The online world has heavily impacted the music industry.
Gone are the days of lining up outside your local music store to purchase the latest single from your favourite band (do they even make CD singles any more?), instead you might find yourself sitting in front of a computer screen desperately refreshing a webpage or the iTunes store to get your hands on new material.
Although music fans appear equally as passionate as ever, their transition into the digital age has brought with it a whole other aspect of how they behave as fans of a particular band or artist.
These days, you don’t just have to be satisfied with listening to the music, attending the concert or covering your bedroom walls with pictures of your favourite musicians.
Instead, you might decide to blog about them, devote your life to being noticed by them on Twitter or even delve into some band fanfiction.
I wrote about fandoms a few weeks back, and there are definitely a few differences between fandoms of fictional universes, such as books or films, and actual real life things, such as famous music artists and groups.
The internet has added another dimension to how fans can interact with their idols and favourite musicians (One Direction member Harry Styles has a casual 12 million followers on Twitter), and it has also changed the way in which artists may choose to engage with their fanbase.
Music videos tend to debut more on YouTube than anywhere else (you can also find some golden music videos online from years gone by).
Several bands, including Fall Out Boy (congrats on surviving the hiatus, everyone), chose to stream their new material for free online before it was available for purchase.
Online communication has enabled a greater sense of two-way communication between bands and their fans.
Fans are no longer just people who show up to concerts and wait outside hotels; if a band is their life, they can show that online and interact with people who feel the same way.
The internet has also provided a platform for new and emerging artists to build up their own careers without any need for a record label, while also giving new artists the exposure they need to take that next step to super stardom.
A relatively successful example of someone being ‘discovered’ online is Justin Bieber (WHO HAS THIRTY EIGHT MILLION TWITTER FOLLOWERS. WHAT. HOW. NO.), who went from having videos of him singing cover songs on YouTube to … well … just
being mega-famous really – selling out arenas, causing girls to pass out, influencing many a Halloween costume with that trademark Bieber fringe, and no doubt earning a whole bunch of money along the way.

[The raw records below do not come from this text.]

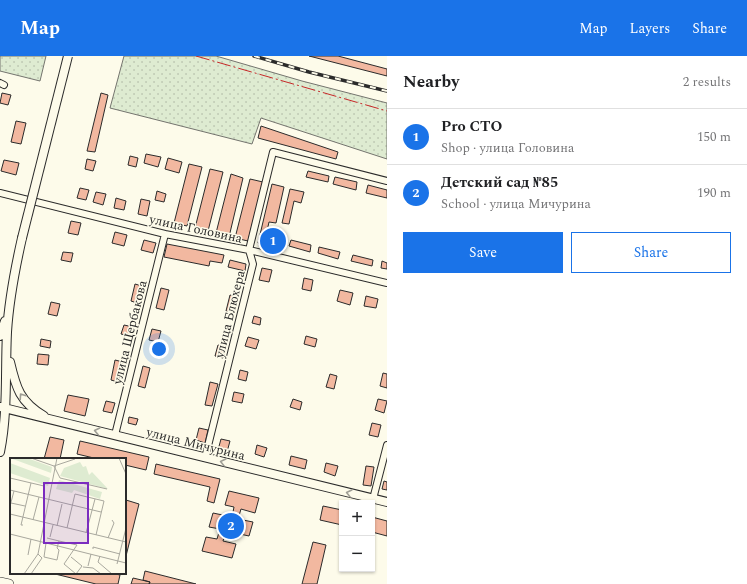 <!DOCTYPE html>
<html lang="en">
<head>
<meta charset="utf-8">
<style>
  :root { --surface:#fff; --page:#f6f6f6; --text:#202124; --muted:#757577; --line:#e0e0e0; --accent:#1a73e8 }
  body { margin:0; font-family:Spectral,serif; background:var(--page); color:var(--text) }
  .controls { position:absolute; right:12px; bottom:12px; display:grid; overflow:hidden; border-radius:0px; box-shadow:0 1px 3px #0004 }
  .controls button { width:36px; height:36px; display:grid; place-items:center; padding:0; border:0; border-bottom:1px solid var(--line); background:var(--surface); color:var(--text); font:20px sans-serif }
  .you { position:absolute; left:159px; top:293px; width:14px; height:14px; margin:-10px; border:3px solid #fff; border-radius:50%; background:#1a73e8; box-shadow:0 0 0 6px #1a73e833 }
  .badge { display:grid; place-items:center; width:26px; height:26px; border-radius:50%; background:var(--accent); color:#fff; font-size:13px; font-weight:700 }
  .pin { position:absolute; translate:-50% -50%; border:2px solid #fff; box-shadow:0 1px 4px #0006 }
  .list { margin:0; padding:0; list-style:none }
  h2 { display:flex; justify-content:space-between; align-items:center; height:52px; margin:0; padding:0 16px; font-size:17px }
  h2 small { font-size:13px; font-weight:400; color:var(--muted) }
  .list li { display:grid; grid-template-columns:26px 1fr auto; gap:12px; align-items:center; box-sizing:border-box; height:56px; padding:0 16px; border-top:1px solid var(--line) }
  .list b { display:block; font-size:15px; white-space:nowrap }
  .list p { margin:0; font-size:13px; white-space:nowrap; color:var(--muted) }
  .list em { font-size:13px; font-style:normal; color:var(--muted) }
  .actions { display:flex; gap:8px; padding:12px 16px }
  .actions a { flex:1; padding:9px 0; border:1px solid var(--accent); border-radius:0px; text-align:center; font-size:14px; color:var(--accent) }
  .actions .main { background:var(--accent); color:#fff }
  .map { position:relative; flex:none; width:387px; height:528px; overflow:hidden }
  header { display:flex; align-items:center; gap:24px; box-sizing:border-box; height:56px; padding:0 20px; background:var(--accent); color:#fff }
  header strong { font-size:19px }
  nav { display:flex; gap:22px; margin-inline-start:auto; font-size:14px }
  main { display:flex }
  aside { flex:1; background:var(--surface) }
  .map>svg:first-child { display:block }
</style>
</head>
<body>
<header>
<strong>Map</strong>
<nav><a>Map</a><a>Layers</a><a>Share</a></nav>
</header>
<main>
<div class="map">
<svg width="387" height="528" viewBox="0 0 387 528">
  <defs>
    <pattern id="grass-dots" width="8" height="8" patternUnits="userSpaceOnUse"><rect width="8" height="8" fill="#deebd1"/><path d="M2 2h.1M6 6h.1" fill="none" stroke="#bfcab4" stroke-width="1.8" stroke-linecap="round"/></pattern>
  </defs>
  <rect width="100%" height="100%" fill="#fdfbea"/>
  <path fill="url(#grass-dots)" stroke="#74746e" d="M0 0H46L40 25 0 15Z
    M124 0H216L302 25 387 47V103L261 62 252 88 110 52Z"/>
  <path fill="#f2b8a0" stroke="#2b2b2b" d="M309 0H338L387 13V20Z
    M2 37 11 39 8 49 0 47Z
    M101 37 108 39 95 96 87 95Z
    M16 65 26 67 21 88 11 86Z
    M261 70 338 96 336 103 258 82Z
    M146 98 161 101 158 111 144 107Z
    M130 100 138 102 136 111 128 109Z
    M168 102 182 106 179 117 165 113Z
    M87 103 96 105 93 115 85 113Z
    M4 104 19 107 16 119 1 115Z
    M189 108 202 111 187 170 174 167Z
    M210 113 223 116 208 175 195 172Z
    M308 115 329 120 328 126 306 121Z
    M231 118 243 122 229 181 216 177Z
    M335 121 357 126 356 134 333 128Z
    M250 123 263 126 248 185 235 182Z
    M272 128 284 131 276 167 269 166 264 189 258 187Z
    M368 129 387 134V142L366 137Z
    M80 132 89 134 86 144 77 142Z
    M290 133 304 136 301 147 294 145 289 168 282 167Z
    M157 135 166 138 164 146 155 144Z
    M96 136 106 138 103 149 93 146Z
    M116 142 126 145 124 154 114 152Z
    M141 143 150 145 147 160 138 158Z
    M71 165 81 167 78 179 68 177Z
    M115 176 127 179 124 190 112 187Z
    M270 180 278 182 277 189 268 187Z
    M144 184 156 187 153 197 141 194Z
    M291 184 311 189 310 196 289 190Z
    M167 188 224 199 222 207 210 205 209 210 164 201Z
    M319 191 340 196 338 203 318 197Z
    M63 196 73 197 71 206 61 204Z
    M353 199 373 204 372 210 351 205Z
    M230 204 246 208 245 215 228 211Z
    M382 205 387 207V213L381 212Z
    M262 212 272 214 269 226 259 224Z
    M304 222 313 224 311 235 302 233Z
    M135 228 142 230 137 247 131 245Z
    M161 232 169 234 164 254 156 252Z
    M340 234 353 237 350 249 337 245Z
    M230 239 238 241 234 257 226 255Z
    M366 240 378 243 376 252 364 250Z
    M51 246 60 248 57 260 48 258Z
    M254 260 261 262 260 269 252 267Z
    M124 269 133 271 130 280 121 278Z
    M152 273 161 275 158 286 149 284Z
    M306 280 317 283 315 291 304 288Z
    M248 281 259 284 256 293 245 290Z
    M41 283 51 285 50 292 40 290Z
    M218 289 226 291 223 302 215 300Z
    M38 298 49 299 48 309 37 308Z
    M115 304 123 306 118 326 111 324Z
    M143 310 150 312 145 332 138 330Z
    M240 314 248 316 246 325 238 323Z
    M383 317 387 318V332L380 330Z
    M330 318 337 320 334 333 326 331Z
    M210 326 218 328 212 350 205 349Z
    M234 336 244 338 242 347 232 345Z
    M68 339 89 343 85 360 64 355Z
    M293 343 302 346 300 354 290 351Z
    M378 343 387 345 384 357 375 354Z
    M106 345 115 347 112 357 103 355Z
    M129 361 138 363 136 369 128 367Z
    M372 367 381 369 378 381 369 379Z
    M199 372 208 374 205 387 196 384Z
    M50 381 64 384 60 403H44Z
    M221 383 230 385 227 396 218 394Z
    M80 385 149 401 146 414 125 409V403H98L77 398Z
    M257 389 267 392 264 401 255 398Z
    M291 400 307 404 305 413 289 409Z
    M326 407 338 410 335 420 324 416Z
    M156 408 220 423 214 447 207 445 210 431 154 418Z
    M366 410 374 411 371 430 363 429Z
    M384 425 387 426V434L382 433Z
    M229 435 259 442 255 457 241 453 238 463 253 466 249 480 226 475 223 485 236 488 232 502 202 495 206 481 217 483 220 473 209 471 213 457 232 461 234 451 225 449Z
    M126 444 139 448 125 504V447Z
    M323 450 342 454V469L320 464Z
    M372 461 387 465V480L372 476Z
    M313 486 326 489 317 528H302Z
    M145 515 196 528H149L150 526 143 524Z
    M51 517H111L120 519 118 528H96Z
    M133 522 150 526 149 528H131Z"/>
  <g fill="none" stroke-linecap="round" stroke-linejoin="round">
    <defs>
      <path id="minor" d="M0 27 4 29
        M0 137 165 178 249 194 387 227
        M115 379 165 178
        M205 402 253 208 249 194 273 96 387 125
        M373 443 387 389"/>
      <path id="tertiary" d="M0 280 5 265
        M10 306C16 332 20 346 44 360
        M0 351 387 446
        M0 396C8 356 5 317 7 276 9 244 15 213 22 182"/>
      <path id="secondary" d="M0 526 9 528"/>
    </defs>
    <use href="#minor" stroke="#2b2b2b" stroke-width="8"/>
    <use href="#tertiary" stroke="#2b2b2b" stroke-width="10"/>
    <use href="#secondary" stroke="#2b2b2b" stroke-width="10"/>
    <use href="#minor" stroke="#fdfbea" stroke-width="6"/>
    <use href="#tertiary" stroke="#fdfbea" stroke-width="8"/>
    <use href="#secondary" stroke="#fdfbea" stroke-width="9"/>
    <defs>
      <path id="rail" d="M254 0 309 16 387 35"/>
    </defs>
    <use href="#rail" stroke="#2b2b2b" stroke-width="3.5"/>
    <use href="#rail" stroke="#fdfbea" stroke-width="2" stroke-dasharray="6" stroke-linecap="butt"/>
    <defs>
      <path id="tertiary-bridge" d="M22 182 68 0"/>
    </defs>
    <use href="#tertiary-bridge" stroke="#2b2b2b" stroke-width="10" stroke-linecap="butt"/>
    <use href="#tertiary-bridge" stroke="#fdfbea" stroke-width="8"/>
    <path stroke="#c62828" stroke-width="1" stroke-dasharray="14 3 2 3" stroke-linecap="butt" d="M196 0 387 55"/>
  </g>
  <defs><path id="oneway-chevron" d="M-2-3.5L2.5 0L-2 3.5" fill="none" stroke-width="1.6" stroke-linecap="round" stroke-linejoin="round"/></defs>
  <g stroke="#9e9d94">
    <use href="#oneway-chevron" transform="translate(22 340) rotate(-124)"/>
    <use href="#oneway-chevron" transform="translate(97 375) rotate(-167)"/>
    <use href="#oneway-chevron" transform="translate(223 406) rotate(-166)"/>
    <use href="#oneway-chevron" transform="translate(349 437) rotate(-166)"/>
  </g>
  <g text-anchor="middle" stroke-width="3" stroke-linejoin="round" paint-order="stroke">
    <g font-size="13" fill="#2b2b2b" stroke="#fdfbea">
      <text transform="translate(196 172) rotate(12)" y="5">улица Головина</text>
      <text transform="translate(229 258) rotate(-76)" y="5">улица Блюхера</text>
      <text transform="translate(129 276) rotate(-76)" y="5">улица Щербакова</text>
      <text transform="translate(196 387) rotate(14)" y="5">улица Мичурина</text>
    </g>
  </g>
  <g transform="translate(10 402)">
    <rect width="116" height="116" fill="#fdfbea"/>
    <path d="M0 0H17L42 9 41 15ZM70 4 73 9 76 8 79 17 82 14 98 31 50 18 54 10ZM0 5 40 20 38 28 0 15ZM49 22 92 34 90 41 64 32 62 35 46 31Z" fill="#deebd1"/>
    <path fill="none" stroke="#a9a89e" stroke-width="1" d="M21 0 44 8 65 1M109 0 116 16M44 8 50 20 97 31M0 20 34 28M0 32 91 54M1 45 15 48M0 48 4 33M0 56 116 84M23 62 29 39M13 67H11L21 25M47 68 52 46M57 70 65 36 94 43 86 77M76 75 85 41M0 76 116 105M40 79 43 67M98 80 104 65 102 62M49 83 67 87 54 106 66 116 72 108 61 99M83 91V89L110 96M18 97 21 81M90 98 88 104 102 116M34 99 47 102 49 92 47 90 49 83 37 80M34 99 36 85M107 106 116 70M78 108 81 96M73 109 83 110 91 116M14 116 28 96 47 0M21 116 32 100 28 96"/>
    <path fill="#7b2cbf" fill-opacity="0.15" stroke="#7b2cbf" stroke-width="2" d="M34 25H78V85H34Z"/>
    <rect width="116" height="116" fill="none" stroke="#2b2b2b" stroke-width="2"/>
  </g>
</svg>
<div class="controls">
<button>+</button>
<button>−</button>
</div>
<div class="you"></div>
<div class="pin badge" style="left:273px;top:185px">1</div>
<div class="pin badge" style="left:231px;top:470px">2</div>
</div>
<aside>
<h2>Nearby<small>2 results</small></h2>
<ul class="list">
<li><span class="badge">1</span><div><b>Pro СТО</b><p>Shop · улица Головина</p></div><em>150 m</em></li>
<li><span class="badge">2</span><div><b>Детский сад №85</b><p>School · улица Мичурина</p></div><em>190 m</em></li>
</ul>
<div class="actions"><a class="main">Save</a><a>Share</a></div>
</aside>
</main>
</body>
</html>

Some use Justin Bieber and the rise of the Belieber fan community, teamed with the fact that his music is considered by some to be simply manufactured pop, to reflect on the decline of the music industry – a lot more autotune and a lot less talent, in some cases.
Oh, by the way, happy twentieth anniversary to the Backstreet Boys! They’ve been a boyband longer than I’ve actually been alive.
Bieber is an example of someone who was discovered online and taken under the wing of the record industry marketing machine, however there are plenty of artists out there making their own way.
YouTube vlogger and musician Alex Day took on the challenge of reaching number 1 in the UK Charts on Christmas Day, and spoke about his goals and the process of being an unsigned artist trying to break the charts in his TedX talk.
Do you think the music industry is dying, thanks to the internet? Or do you foresee only bigger and better things for music and the online world?
As always, let me know in the comments!
Also remember to fear the wrath of the Belieber … unless you’re Drake Bell and just want to stir them up anyway.